Rural America is shrinking by 1.8 million people between 2011 and 2050, the report said.
About 4.5 million rural residents are not expected to live in their own homes by 2050.
More than 2.6 million rural people will lose their homes.
More rural residents will move to suburbs than cities, and more than 1.3 million will live in the suburbs.
According to the USDA, rural areas are losing about $1 trillion in gross domestic product (GDP), or about 1 percent of the nation’s total.
That means that more than half of rural Americans are living in poverty.
The report also noted that rural people tend to be younger, less educated, and less likely to own their own home.
Rural areas with high concentrations of people in poverty have a higher rate of HIV and other sexually transmitted infections than urban areas, according, the USDA report.
But the report also highlighted that rural areas have lower rates of infant mortality, lower rates in infant death from maternal and infant mortality than urban and suburban areas, and lower rates than urban-rural populations.
Rural poverty, also known as rural inequality, is a significant problem for rural Americans, as it disproportionately affects people of color and lower income households, the CDC said.
The US Census Bureau estimates that the rural population of the United States, or about 28.4 million people, is projected to shrink by 6.2 million between 2011-2020.
About one in five people living in rural areas will be elderly, the study said.
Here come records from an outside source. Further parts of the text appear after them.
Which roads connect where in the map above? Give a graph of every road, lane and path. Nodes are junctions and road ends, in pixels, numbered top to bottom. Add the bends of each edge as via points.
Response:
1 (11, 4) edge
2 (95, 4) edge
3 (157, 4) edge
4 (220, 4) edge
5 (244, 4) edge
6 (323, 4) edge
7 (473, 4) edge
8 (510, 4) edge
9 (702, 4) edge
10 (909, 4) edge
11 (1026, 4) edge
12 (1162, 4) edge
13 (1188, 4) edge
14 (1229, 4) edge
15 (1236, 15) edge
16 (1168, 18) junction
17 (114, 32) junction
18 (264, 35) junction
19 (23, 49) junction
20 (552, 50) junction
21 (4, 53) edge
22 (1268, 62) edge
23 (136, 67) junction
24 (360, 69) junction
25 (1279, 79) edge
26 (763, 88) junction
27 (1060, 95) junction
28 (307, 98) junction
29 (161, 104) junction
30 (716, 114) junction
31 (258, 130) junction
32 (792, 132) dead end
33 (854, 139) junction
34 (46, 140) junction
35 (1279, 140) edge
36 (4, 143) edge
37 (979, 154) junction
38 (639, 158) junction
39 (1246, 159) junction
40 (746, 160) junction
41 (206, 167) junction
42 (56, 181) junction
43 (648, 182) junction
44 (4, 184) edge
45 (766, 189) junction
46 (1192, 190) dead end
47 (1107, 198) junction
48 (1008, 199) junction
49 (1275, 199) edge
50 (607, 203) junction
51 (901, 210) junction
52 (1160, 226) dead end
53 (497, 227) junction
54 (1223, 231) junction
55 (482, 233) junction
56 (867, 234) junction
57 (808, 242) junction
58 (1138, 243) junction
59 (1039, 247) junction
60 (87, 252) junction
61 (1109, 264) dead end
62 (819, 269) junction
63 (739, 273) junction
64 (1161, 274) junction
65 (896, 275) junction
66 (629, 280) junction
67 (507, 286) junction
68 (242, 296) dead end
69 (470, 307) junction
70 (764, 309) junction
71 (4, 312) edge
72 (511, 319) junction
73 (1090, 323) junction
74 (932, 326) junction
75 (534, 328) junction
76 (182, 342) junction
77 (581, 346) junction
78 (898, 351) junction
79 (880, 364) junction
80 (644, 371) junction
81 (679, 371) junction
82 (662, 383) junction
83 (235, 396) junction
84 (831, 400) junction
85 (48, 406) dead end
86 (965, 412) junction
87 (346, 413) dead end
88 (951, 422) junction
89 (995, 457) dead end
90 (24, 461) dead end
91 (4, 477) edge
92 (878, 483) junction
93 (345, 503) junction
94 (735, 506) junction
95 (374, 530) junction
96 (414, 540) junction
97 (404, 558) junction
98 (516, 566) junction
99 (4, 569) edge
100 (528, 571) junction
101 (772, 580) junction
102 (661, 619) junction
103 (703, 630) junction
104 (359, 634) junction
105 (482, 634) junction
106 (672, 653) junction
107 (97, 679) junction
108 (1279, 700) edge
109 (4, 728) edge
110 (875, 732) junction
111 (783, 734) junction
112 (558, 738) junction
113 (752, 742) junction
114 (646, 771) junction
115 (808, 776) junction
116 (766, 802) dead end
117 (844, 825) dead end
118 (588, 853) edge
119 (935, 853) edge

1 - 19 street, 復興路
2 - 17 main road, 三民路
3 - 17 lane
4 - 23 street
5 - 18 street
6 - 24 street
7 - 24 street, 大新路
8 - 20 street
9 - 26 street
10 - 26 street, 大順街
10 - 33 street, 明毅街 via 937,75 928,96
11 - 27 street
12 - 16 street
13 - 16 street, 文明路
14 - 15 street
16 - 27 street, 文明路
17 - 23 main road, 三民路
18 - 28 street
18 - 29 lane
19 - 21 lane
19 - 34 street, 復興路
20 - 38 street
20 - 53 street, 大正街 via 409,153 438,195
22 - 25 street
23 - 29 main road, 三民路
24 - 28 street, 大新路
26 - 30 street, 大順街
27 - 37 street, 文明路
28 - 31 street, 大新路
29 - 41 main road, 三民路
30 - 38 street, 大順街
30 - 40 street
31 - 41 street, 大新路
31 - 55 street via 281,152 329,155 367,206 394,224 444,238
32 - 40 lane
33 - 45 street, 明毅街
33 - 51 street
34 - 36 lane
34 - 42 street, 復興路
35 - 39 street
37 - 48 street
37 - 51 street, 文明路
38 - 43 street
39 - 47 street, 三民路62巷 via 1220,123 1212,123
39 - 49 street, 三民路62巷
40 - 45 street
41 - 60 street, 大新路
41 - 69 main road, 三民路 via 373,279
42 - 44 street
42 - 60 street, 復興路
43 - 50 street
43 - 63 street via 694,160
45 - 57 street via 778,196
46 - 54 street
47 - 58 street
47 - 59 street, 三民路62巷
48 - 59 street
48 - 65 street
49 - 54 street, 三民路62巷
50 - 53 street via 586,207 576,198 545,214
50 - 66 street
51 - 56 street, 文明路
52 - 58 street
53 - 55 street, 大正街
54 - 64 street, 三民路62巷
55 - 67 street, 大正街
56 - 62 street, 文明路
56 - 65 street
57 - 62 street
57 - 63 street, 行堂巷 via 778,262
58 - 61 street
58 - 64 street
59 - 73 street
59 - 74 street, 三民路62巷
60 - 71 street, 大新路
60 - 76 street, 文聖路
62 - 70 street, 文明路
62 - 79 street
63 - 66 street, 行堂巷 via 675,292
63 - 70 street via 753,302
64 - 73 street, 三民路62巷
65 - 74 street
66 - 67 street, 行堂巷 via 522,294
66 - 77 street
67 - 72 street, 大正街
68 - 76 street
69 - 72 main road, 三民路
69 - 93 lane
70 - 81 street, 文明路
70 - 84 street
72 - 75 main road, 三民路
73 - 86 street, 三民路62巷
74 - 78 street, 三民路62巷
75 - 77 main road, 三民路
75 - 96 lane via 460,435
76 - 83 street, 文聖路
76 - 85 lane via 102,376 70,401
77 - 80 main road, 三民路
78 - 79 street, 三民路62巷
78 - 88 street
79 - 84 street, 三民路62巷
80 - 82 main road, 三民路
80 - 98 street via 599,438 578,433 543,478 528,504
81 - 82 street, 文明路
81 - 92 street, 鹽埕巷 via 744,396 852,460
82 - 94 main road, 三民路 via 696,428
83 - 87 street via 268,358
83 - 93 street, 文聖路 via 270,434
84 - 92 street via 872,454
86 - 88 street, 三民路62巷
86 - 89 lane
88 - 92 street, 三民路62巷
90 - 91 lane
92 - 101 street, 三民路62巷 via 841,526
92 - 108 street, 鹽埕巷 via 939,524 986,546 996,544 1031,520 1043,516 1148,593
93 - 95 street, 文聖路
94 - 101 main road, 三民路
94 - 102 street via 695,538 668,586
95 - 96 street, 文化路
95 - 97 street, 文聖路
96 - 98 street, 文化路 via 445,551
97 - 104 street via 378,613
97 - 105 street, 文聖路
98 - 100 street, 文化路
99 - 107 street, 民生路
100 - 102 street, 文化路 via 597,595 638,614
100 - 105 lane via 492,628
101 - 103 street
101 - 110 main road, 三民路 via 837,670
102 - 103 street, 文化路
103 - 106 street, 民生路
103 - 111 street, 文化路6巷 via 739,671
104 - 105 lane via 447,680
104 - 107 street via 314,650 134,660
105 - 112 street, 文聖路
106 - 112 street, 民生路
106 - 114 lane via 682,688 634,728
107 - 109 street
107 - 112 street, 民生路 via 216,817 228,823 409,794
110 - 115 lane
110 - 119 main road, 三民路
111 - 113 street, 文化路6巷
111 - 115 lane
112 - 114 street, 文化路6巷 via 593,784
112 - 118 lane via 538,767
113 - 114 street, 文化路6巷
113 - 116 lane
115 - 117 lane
It also found that rural residents face higher rates of mental health and substance use disorders, which also is a serious problem.
In a separate report released on Thursday, the United Nations Office on Drugs and Crime said it has found a spike in opioid abuse in the United Kingdom.
The United Kingdom has seen a dramatic increase in opioid overdose deaths over the last five years, the UNAIDS said.
That rise in overdoses has been accompanied by a significant increase in the number of overdose deaths in England and Wales, and a sharp rise in heroin and prescription opioid prescribing in the UK.
The increase in overdoses, coupled with the availability of fentanyl, an opioid made from the opium poppy, has been linked to an increase in heroin, according UNODC.
UNODCP said that the UBR (U.K.) drug crisis has been exacerbated by the failure of local authorities to address the problem of heroin and other opioid painkillers in rural and rural-urban areas, which is particularly important in rural England and Northern Ireland.
More and more people in the country are going to need access to medication to help manage their pain and manage their recovery.
And they need it now.
This is an opportunity to provide those resources and to address this problem head-on,” UNODCC Director Michel Sidibe said.